◆ What needs to be done
What follows is a set of records; repeat all of them exactly.

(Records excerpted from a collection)
* * *

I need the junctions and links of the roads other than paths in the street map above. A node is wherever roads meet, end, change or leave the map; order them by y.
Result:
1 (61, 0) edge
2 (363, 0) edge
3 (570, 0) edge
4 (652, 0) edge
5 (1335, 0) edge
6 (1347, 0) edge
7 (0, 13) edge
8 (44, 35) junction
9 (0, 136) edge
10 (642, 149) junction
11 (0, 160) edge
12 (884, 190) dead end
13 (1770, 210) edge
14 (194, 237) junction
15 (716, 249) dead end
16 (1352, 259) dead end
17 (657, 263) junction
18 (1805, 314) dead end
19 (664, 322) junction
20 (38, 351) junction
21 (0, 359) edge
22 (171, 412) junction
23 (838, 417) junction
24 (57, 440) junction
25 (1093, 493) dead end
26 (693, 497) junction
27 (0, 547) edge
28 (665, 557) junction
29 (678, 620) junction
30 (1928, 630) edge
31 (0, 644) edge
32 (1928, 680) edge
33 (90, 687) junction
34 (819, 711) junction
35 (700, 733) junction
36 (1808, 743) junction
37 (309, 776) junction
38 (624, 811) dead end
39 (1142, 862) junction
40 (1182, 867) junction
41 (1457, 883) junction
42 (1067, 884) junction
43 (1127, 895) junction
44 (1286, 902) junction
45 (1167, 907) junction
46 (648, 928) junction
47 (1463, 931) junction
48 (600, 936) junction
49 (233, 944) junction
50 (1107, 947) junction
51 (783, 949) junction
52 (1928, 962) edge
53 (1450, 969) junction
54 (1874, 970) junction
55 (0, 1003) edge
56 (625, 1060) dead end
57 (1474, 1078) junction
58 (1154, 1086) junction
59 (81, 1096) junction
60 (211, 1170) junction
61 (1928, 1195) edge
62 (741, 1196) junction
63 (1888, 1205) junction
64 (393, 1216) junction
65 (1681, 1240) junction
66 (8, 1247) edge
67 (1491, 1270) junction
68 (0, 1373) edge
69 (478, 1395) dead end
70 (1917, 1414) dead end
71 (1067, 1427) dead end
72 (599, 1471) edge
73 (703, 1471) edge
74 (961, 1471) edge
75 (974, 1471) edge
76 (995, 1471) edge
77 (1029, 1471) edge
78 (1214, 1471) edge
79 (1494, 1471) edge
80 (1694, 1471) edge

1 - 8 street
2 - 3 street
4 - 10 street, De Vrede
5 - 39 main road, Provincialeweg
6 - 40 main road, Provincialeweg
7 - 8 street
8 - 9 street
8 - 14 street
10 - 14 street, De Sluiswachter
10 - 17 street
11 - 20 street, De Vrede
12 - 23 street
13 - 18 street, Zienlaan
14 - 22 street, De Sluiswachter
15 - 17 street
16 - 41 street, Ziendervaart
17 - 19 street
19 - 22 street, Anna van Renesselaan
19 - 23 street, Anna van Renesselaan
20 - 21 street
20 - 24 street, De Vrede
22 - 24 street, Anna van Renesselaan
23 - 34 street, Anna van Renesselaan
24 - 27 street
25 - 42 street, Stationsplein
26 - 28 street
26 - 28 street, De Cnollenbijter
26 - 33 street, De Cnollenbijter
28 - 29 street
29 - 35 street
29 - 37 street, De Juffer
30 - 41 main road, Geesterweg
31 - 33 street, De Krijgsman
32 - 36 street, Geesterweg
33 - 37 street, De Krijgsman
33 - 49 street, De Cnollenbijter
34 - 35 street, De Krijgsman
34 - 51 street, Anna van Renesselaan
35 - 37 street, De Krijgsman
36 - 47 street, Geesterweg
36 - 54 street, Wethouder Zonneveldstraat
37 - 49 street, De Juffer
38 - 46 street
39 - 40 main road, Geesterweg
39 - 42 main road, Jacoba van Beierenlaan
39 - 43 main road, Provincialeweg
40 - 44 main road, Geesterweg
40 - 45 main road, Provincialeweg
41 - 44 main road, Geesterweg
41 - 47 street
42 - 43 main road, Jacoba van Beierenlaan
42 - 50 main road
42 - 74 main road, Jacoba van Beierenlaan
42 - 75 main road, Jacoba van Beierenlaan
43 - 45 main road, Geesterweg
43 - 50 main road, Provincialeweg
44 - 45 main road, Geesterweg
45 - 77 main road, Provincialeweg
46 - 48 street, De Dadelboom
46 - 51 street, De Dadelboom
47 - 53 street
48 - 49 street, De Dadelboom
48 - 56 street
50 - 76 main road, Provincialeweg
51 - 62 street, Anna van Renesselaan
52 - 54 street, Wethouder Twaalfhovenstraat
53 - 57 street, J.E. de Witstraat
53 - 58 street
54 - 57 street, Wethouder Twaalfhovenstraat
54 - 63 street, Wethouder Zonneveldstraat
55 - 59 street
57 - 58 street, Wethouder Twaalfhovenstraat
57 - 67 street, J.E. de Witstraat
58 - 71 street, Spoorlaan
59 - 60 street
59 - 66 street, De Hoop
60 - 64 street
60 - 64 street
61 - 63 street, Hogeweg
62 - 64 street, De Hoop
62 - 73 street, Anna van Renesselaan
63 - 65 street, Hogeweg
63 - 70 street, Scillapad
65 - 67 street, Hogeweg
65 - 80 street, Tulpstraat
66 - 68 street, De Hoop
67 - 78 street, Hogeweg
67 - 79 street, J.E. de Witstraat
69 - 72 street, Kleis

* * *

◆ Output of the task
I need the junctions and links of the roads other than paths in the street map above. A node is wherever roads meet, end, change or leave the map; order them by y.
Result:
1 (61, 0) edge
2 (363, 0) edge
3 (570, 0) edge
4 (652, 0) edge
5 (1335, 0) edge
6 (1347, 0) edge
7 (0, 13) edge
8 (44, 35) junction
9 (0, 136) edge
10 (642, 149) junction
11 (0, 160) edge
12 (884, 190) dead end
13 (1770, 210) edge
14 (194, 237) junction
15 (716, 249) dead end
16 (1352, 259) dead end
17 (657, 263) junction
18 (1805, 314) dead end
19 (664, 322) junction
20 (38, 351) junction
21 (0, 359) edge
22 (171, 412) junction
23 (838, 417) junction
24 (57, 440) junction
25 (1093, 493) dead end
26 (693, 497) junction
27 (0, 547) edge
28 (665, 557) junction
29 (678, 620) junction
30 (1928, 630) edge
31 (0, 644) edge
32 (1928, 680) edge
33 (90, 687) junction
34 (819, 711) junction
35 (700, 733) junction
36 (1808, 743) junction
37 (309, 776) junction
38 (624, 811) dead end
39 (1142, 862) junction
40 (1182, 867) junction
41 (1457, 883) junction
42 (1067, 884) junction
43 (1127, 895) junction
44 (1286, 902) junction
45 (1167, 907) junction
46 (648, 928) junction
47 (1463, 931) junction
48 (600, 936) junction
49 (233, 944) junction
50 (1107, 947) junction
51 (783, 949) junction
52 (1928, 962) edge
53 (1450, 969) junction
54 (1874, 970) junction
55 (0, 1003) edge
56 (625, 1060) dead end
57 (1474, 1078) junction
58 (1154, 1086) junction
59 (81, 1096) junction
60 (211, 1170) junction
61 (1928, 1195) edge
62 (741, 1196) junction
63 (1888, 1205) junction
64 (393, 1216) junction
65 (1681, 1240) junction
66 (8, 1247) edge
67 (1491, 1270) junction
68 (0, 1373) edge
69 (478, 1395) dead end
70 (1917, 1414) dead end
71 (1067, 1427) dead end
72 (599, 1471) edge
73 (703, 1471) edge
74 (961, 1471) edge
75 (974, 1471) edge
76 (995, 1471) edge
77 (1029, 1471) edge
78 (1214, 1471) edge
79 (1494, 1471) edge
80 (1694, 1471) edge

1 - 8 street
2 - 3 street
4 - 10 street, De Vrede
5 - 39 main road, Provincialeweg
6 - 40 main road, Provincialeweg
7 - 8 street
8 - 9 street
8 - 14 street
10 - 14 street, De Sluiswachter
10 - 17 street
11 - 20 street, De Vrede
12 - 23 street
13 - 18 street, Zienlaan
14 - 22 street, De Sluiswachter
15 - 17 street
16 - 41 street, Ziendervaart
17 - 19 street
19 - 22 street, Anna van Renesselaan
19 - 23 street, Anna van Renesselaan
20 - 21 street
20 - 24 street, De Vrede
22 - 24 street, Anna van Renesselaan
23 - 34 street, Anna van Renesselaan
24 - 27 street
25 - 42 street, Stationsplein
26 - 28 street
26 - 28 street, De Cnollenbijter
26 - 33 street, De Cnollenbijter
28 - 29 street
29 - 35 street
29 - 37 street, De Juffer
30 - 41 main road, Geesterweg
31 - 33 street, De Krijgsman
32 - 36 street, Geesterweg
33 - 37 street, De Krijgsman
33 - 49 street, De Cnollenbijter
34 - 35 street, De Krijgsman
34 - 51 street, Anna van Renesselaan
35 - 37 street, De Krijgsman
36 - 47 street, Geesterweg
36 - 54 street, Wethouder Zonneveldstraat
37 - 49 street, De Juffer
38 - 46 street
39 - 40 main road, Geesterweg
39 - 42 main road, Jacoba van Beierenlaan
39 - 43 main road, Provincialeweg
40 - 44 main road, Geesterweg
40 - 45 main road, Provincialeweg
41 - 44 main road, Geesterweg
41 - 47 street
42 - 43 main road, Jacoba van Beierenlaan
42 - 50 main road
42 - 74 main road, Jacoba van Beierenlaan
42 - 75 main road, Jacoba van Beierenlaan
43 - 45 main road, Geesterweg
43 - 50 main road, Provincialeweg
44 - 45 main road, Geesterweg
45 - 77 main road, Provincialeweg
46 - 48 street, De Dadelboom
46 - 51 street, De Dadelboom
47 - 53 street
48 - 49 street, De Dadelboom
48 - 56 street
50 - 76 main road, Provincialeweg
51 - 62 street, Anna van Renesselaan
52 - 54 street, Wethouder Twaalfhovenstraat
53 - 57 street, J.E. de Witstraat
53 - 58 street
54 - 57 street, Wethouder Twaalfhovenstraat
54 - 63 street, Wethouder Zonneveldstraat
55 - 59 street
57 - 58 street, Wethouder Twaalfhovenstraat
57 - 67 street, J.E. de Witstraat
58 - 71 street, Spoorlaan
59 - 60 street
59 - 66 street, De Hoop
60 - 64 street
60 - 64 street
61 - 63 street, Hogeweg
62 - 64 street, De Hoop
62 - 73 street, Anna van Renesselaan
63 - 65 street, Hogeweg
63 - 70 street, Scillapad
65 - 67 street, Hogeweg
65 - 80 street, Tulpstraat
66 - 68 street, De Hoop
67 - 78 street, Hogeweg
67 - 79 street, J.E. de Witstraat
69 - 72 street, Kleis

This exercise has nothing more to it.